Why do you facilitate and enable this?

DrBlackbird · 01/10/2025 08:24

It's creepy and I feel he's using us to get weird kicks from. It’s very controlling. You have to use only the words I tell you to use. You can only talk about the subjects that I say are permissible. What I say constitutes reality is the only acceptable form of truth. Driven by a desire for power. Not being able to accept the normal flow between two people is why they struggle with relationships and will likely never be happy. Including the young man I know.

RedToothBrush · 01/10/2025 08:31

DrBlackbird · 01/10/2025 08:24

It's creepy and I feel he's using us to get weird kicks from. It’s very controlling. You have to use only the words I tell you to use. You can only talk about the subjects that I say are permissible. What I say constitutes reality is the only acceptable form of truth. Driven by a desire for power. Not being able to accept the normal flow between two people is why they struggle with relationships and will likely never be happy. Including the young man I know.

Quite.

Enabling it makes the problem worse and it is to your detriment.

I would encourage others in this situation to take a long hard look at this dynamic.

Would you tolerate your brother being an incel? If not why not? And how is it different?

At some point you matter, and if you enable it because of fear of being labelled as transphobic, it's not a good reason.

I learnt early on that the shame and guilt was a powerful motivation but realised it's abusive behaviour and you have a right not to accept the behaviour. This is different to rejecting the identity.

I stress a lot on these threads to focus on behaviour not identity. If we are talking about equality, would you tolerate that behaviour from someone else behaving in that way? Being blind to identity means you wouldn't make exceptions for unacceptable behaviour and the more you tolerate unacceptable behaviour without challenging it, due to identity the more problems you create for both yourself and society.

This isn't transphobic. This is about wanting to be treated with equal respect and this is a reasonable position to take.

RedToothBrush · 01/10/2025 08:36

I would also say that nothing you do with ever be good enough either because it's not about identity at all. It is about power and control.

Worse still as a sister or mother you often represent the very thing that these men can't be, and they hate you for that because of their own jealousy. Thus trying to constantly please and appease becomes something of a fools errand.

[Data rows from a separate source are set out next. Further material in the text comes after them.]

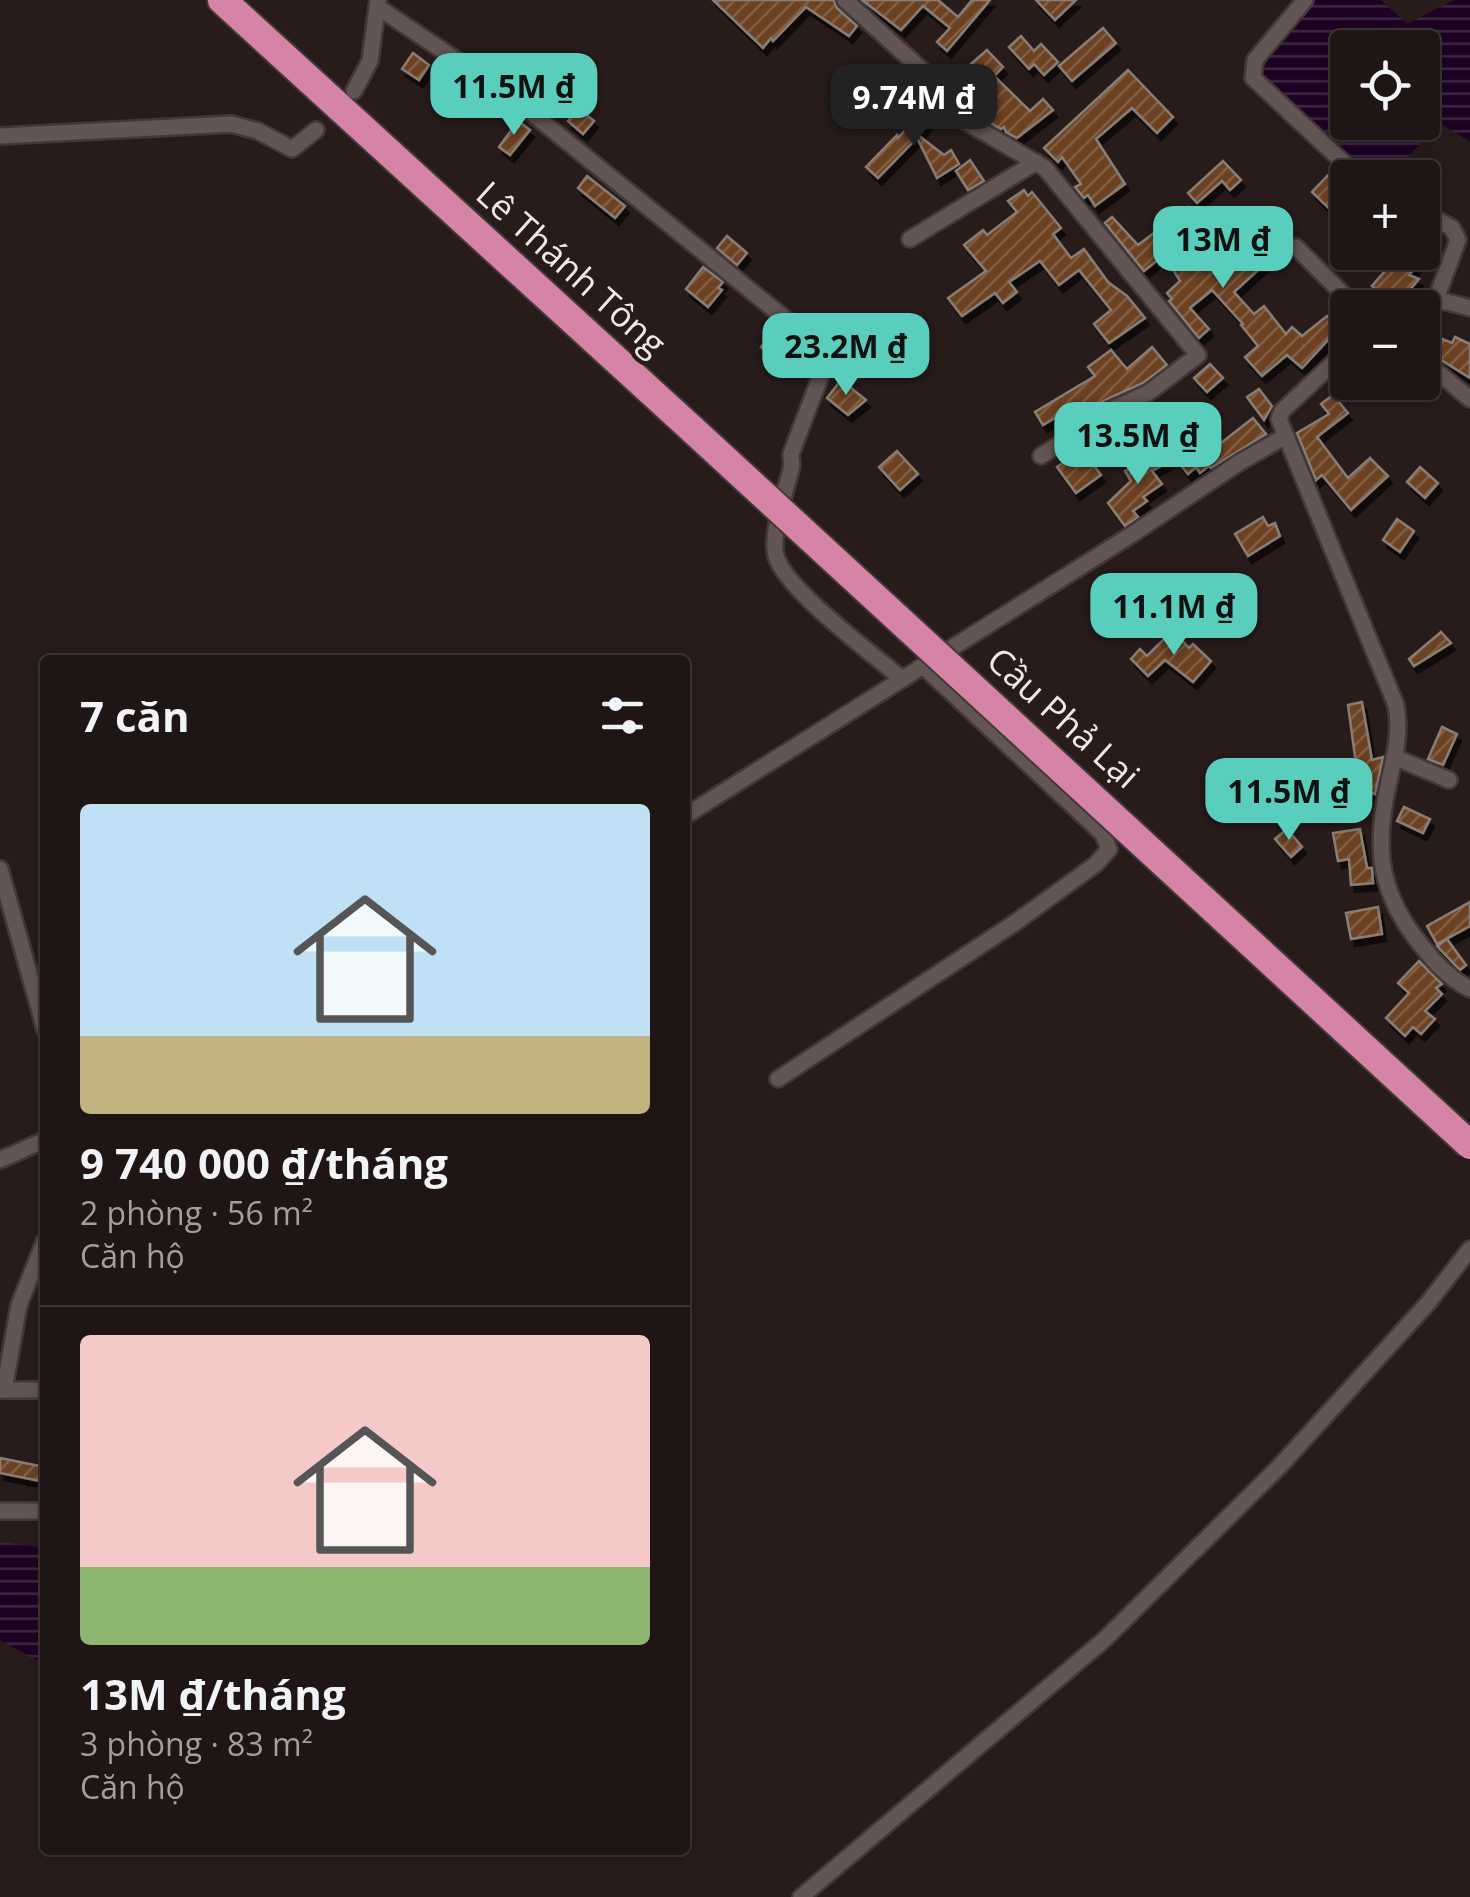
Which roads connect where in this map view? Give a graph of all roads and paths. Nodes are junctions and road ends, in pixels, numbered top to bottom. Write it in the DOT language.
graph roads {
  1 [pos="222,0"];
  2 [pos="845,0"];
  3 [pos="1305,0"];
  4 [pos="379,4"];
  5 [pos="354,90"];
  6 [pos="316,130"];
  7 [pos="0,136"];
  8 [pos="1341,160"];
  9 [pos="1036,162"];
  10 [pos="1440,221"];
  11 [pos="910,240"];
  12 [pos="1296,247"];
  13 [pos="1339,290"];
  14 [pos="1439,290"];
  15 [pos="1440,300"];
  16 [pos="1470,308"];
  17 [pos="1330,366"];
  18 [pos="1440,374"];
  19 [pos="1470,399"];
  20 [pos="692,430"];
  21 [pos="1284,438"];
  22 [pos="1041,456"];
  23 [pos="923,666"];
  24 [pos="902,679"];
  25 [pos="1394,757"];
  26 [pos="1448,780"];
  27 [pos="690,813"];
  28 [pos="0,869"];
  29 [pos="1470,989"];
  30 [pos="40,1012"];
  31 [pos="778,1079"];
  32 [pos="40,1142"];
  33 [pos="1470,1144"];
  34 [pos="0,1160"];
  35 [pos="1470,1249"];
  36 [pos="40,1253"];
  37 [pos="2,1390"];
  38 [pos="40,1390"];
  39 [pos="0,1511"];
  40 [pos="40,1511"];
  41 [pos="802,1897"];
  1 -- 20 [label="highway, Lê Thánh Tông"];
  2 -- 9 [label="street"];
  3 -- 8 [label="street"];
  4 -- 5 [label="street"];
  4 -- 24 [label="street"];
  6 -- 7 [label="street"];
  9 -- 11 [label="street"];
  9 -- 22 [label="street"];
  10 -- 14 [label="street"];
  12 -- 13 [label="street"];
  15 -- 16 [label="street"];
  17 -- 21 [label="street"];
  18 -- 19 [label="street"];
  20 -- 33 [label="highway, Cầu Phả Lại, bridge"];
  21 -- 23 [label="street"];
  21 -- 25 [label="street"];
  23 -- 24 [label="street"];
  23 -- 31 [label="street"];
  24 -- 27 [label="street"];
  25 -- 26 [label="street"];
  25 -- 29 [label="street"];
  28 -- 30 [label="street"];
  32 -- 34 [label="street"];
  35 -- 41 [label="street"];
  36 -- 37 [label="street"];
  37 -- 38 [label="street"];
  39 -- 40 [label="street"];
}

It's difficult but do take a long hard look at the dynamics and realise that you own emotional well being matters too. It's ok to refuse to be someone else's emotional punching bag. You can't help everyone and sometimes, especially when it's family, the best thing you can do is acknowledge this and acknowledge that you are never going to be able to give the support they desire because it's an impossible task.

Ultimately people have to realise that other people can't do all the emotional work. At some point they themselves have to decide to take responsibility for themselves and their actions. If they are constantly lashing out at loved ones then the consequences might be family take a step back and leave a gap for professionals to fill because the family simply do not have the capacity and ability to prove that support in a way that is constructive and doesn't harm them.

shuggles · 01/10/2025 21:10

@borntobequiet Being over six foot isn’t unusual for a man in the Western world

False. Globally, only about 5% of men at most are 6 foot or taller.

borntobequiet · 01/10/2025 21:21

shuggles · 01/10/2025 21:10

@borntobequiet Being over six foot isn’t unusual for a man in the Western world

False. Globally, only about 5% of men at most are 6 foot or taller.

I did say the Western world. It’s not unusual in that you see such men on a regular basis, even in this country. In the USA, it’s nearer 15%, whereas it’s only 1% of women.

Even so, someone over six feet tall is more likely to be a man than a woman. Height matters.